Por OMAR NORIA SISO
A Luis Castro Leiva, in memoriam
Mal écrit
Fue una nota devastadora que calificó uno de sus trabajos en el curso de Filosofía del Derecho que dirigía Michel Villey. Lo leí derrumbado —nos dijo— temblaba y no pude parar de llorar, me fui al fondo del autobús que había tomado en la estación del Jardin des Plantes, allí me refugié, escondido de las miradas de la gente. Su Maestro le indicaría que una tesis doctoral no es una prueba de inteligencia —la suya era de una calidad superior— sino de endurance, persistir, resistir en el oficio.
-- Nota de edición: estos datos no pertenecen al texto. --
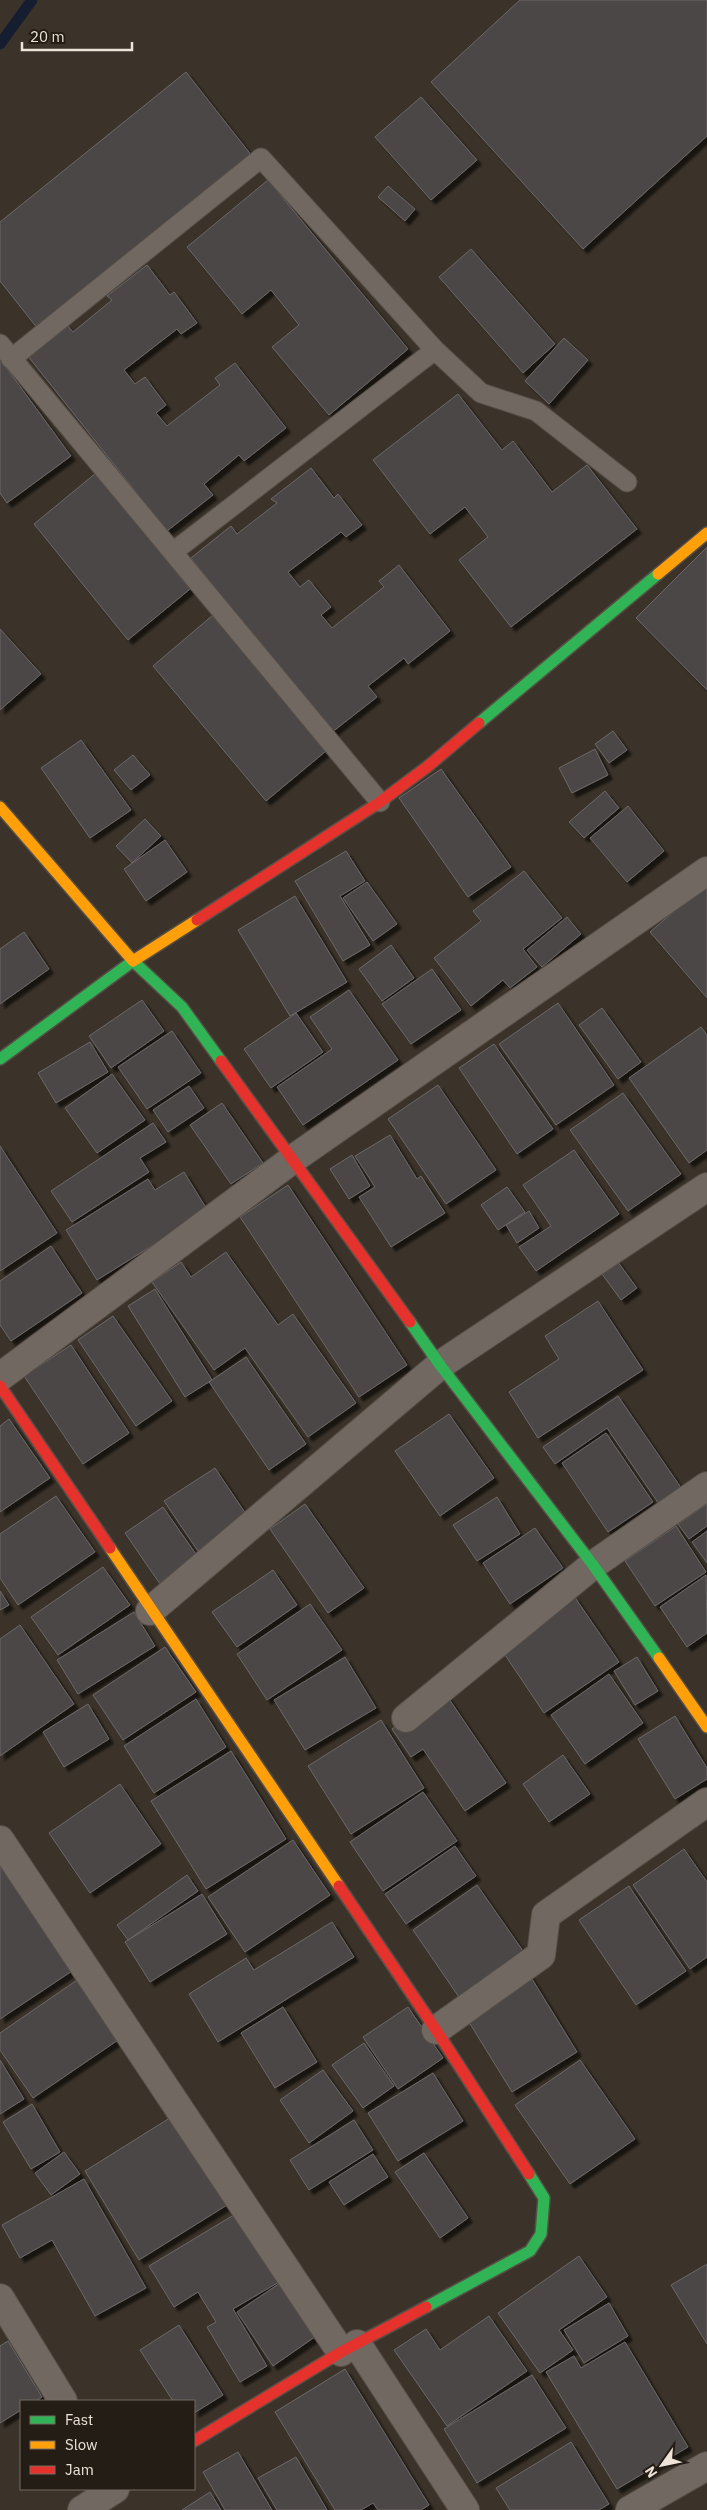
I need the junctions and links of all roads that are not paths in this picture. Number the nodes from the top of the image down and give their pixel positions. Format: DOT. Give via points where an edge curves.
graph roads {
  1 [pos="435,350"];
  2 [pos="6,351"];
  3 [pos="627,482"];
  4 [pos="707,533"];
  5 [pos="173,552"];
  6 [pos="380,802"];
  7 [pos="0,807"];
  8 [pos="707,871"];
  9 [pos="133,961"];
  10 [pos="0,1059"];
  11 [pos="293,1159"];
  12 [pos="707,1187"];
  13 [pos="440,1365"];
  14 [pos="0,1377"];
  15 [pos="0,1386"];
  16 [pos="707,1486"];
  17 [pos="593,1565"];
  18 [pos="150,1611"];
  19 [pos="406,1718"];
  20 [pos="707,1727"];
  21 [pos="707,1802"];
  22 [pos="0,1840"];
  23 [pos="436,2030"];
  24 [pos="0,2298"];
  25 [pos="349,2348"];
  26 [pos="63,2400"];
  27 [pos="195,2440"];
  28 [pos="707,2466"];
  29 [pos="114,2490"];
  30 [pos="82,2510"];
  31 [pos="465,2510"];
  32 [pos="630,2510"];
  1 -- 2 [label="lane" via="261,158"];
  1 -- 3 [label="lane" via="481,393 536,411"];
  1 -- 5 [label="lane"];
  2 -- 5 [label="lane"];
  4 -- 6 [label="street" via="435,761"];
  5 -- 6 [label="lane"];
  6 -- 9 [label="street"];
  7 -- 9 [label="street"];
  8 -- 11 [label="street"];
  9 -- 10 [label="street"];
  9 -- 11 [label="street" via="182,1007"];
  11 -- 13 [label="street"];
  11 -- 14 [label="street"];
  12 -- 13 [label="street"];
  13 -- 17 [label="street"];
  13 -- 18 [label="street"];
  15 -- 18 [label="street"];
  16 -- 17 [label="street"];
  17 -- 19 [label="street"];
  17 -- 20 [label="street"];
  18 -- 23 [label="street"];
  21 -- 23 [label="street" via="546,1915 541,1955"];
  22 -- 25 [label="street"];
  23 -- 25 [label="street" via="544,2198 541,2234 530,2251"];
  24 -- 26 [label="street"];
  25 -- 27 [label="street"];
  25 -- 31 [label="street"];
  28 -- 32 [label="street"];
  29 -- 30 [label="street"];
}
Eso hizo, se empeñó en la revisión hasta lograr, finalmente, que su trabajo culminara con el privilegio de haber sido el primer latinoamericano en publicar en la revista de Filosofía del Derecho bajo los auspicios del sabio Villey, quien fue, según, Stéphane Rials: “Le plus grand penseur des facultés de droit françaises au XXe siècle”.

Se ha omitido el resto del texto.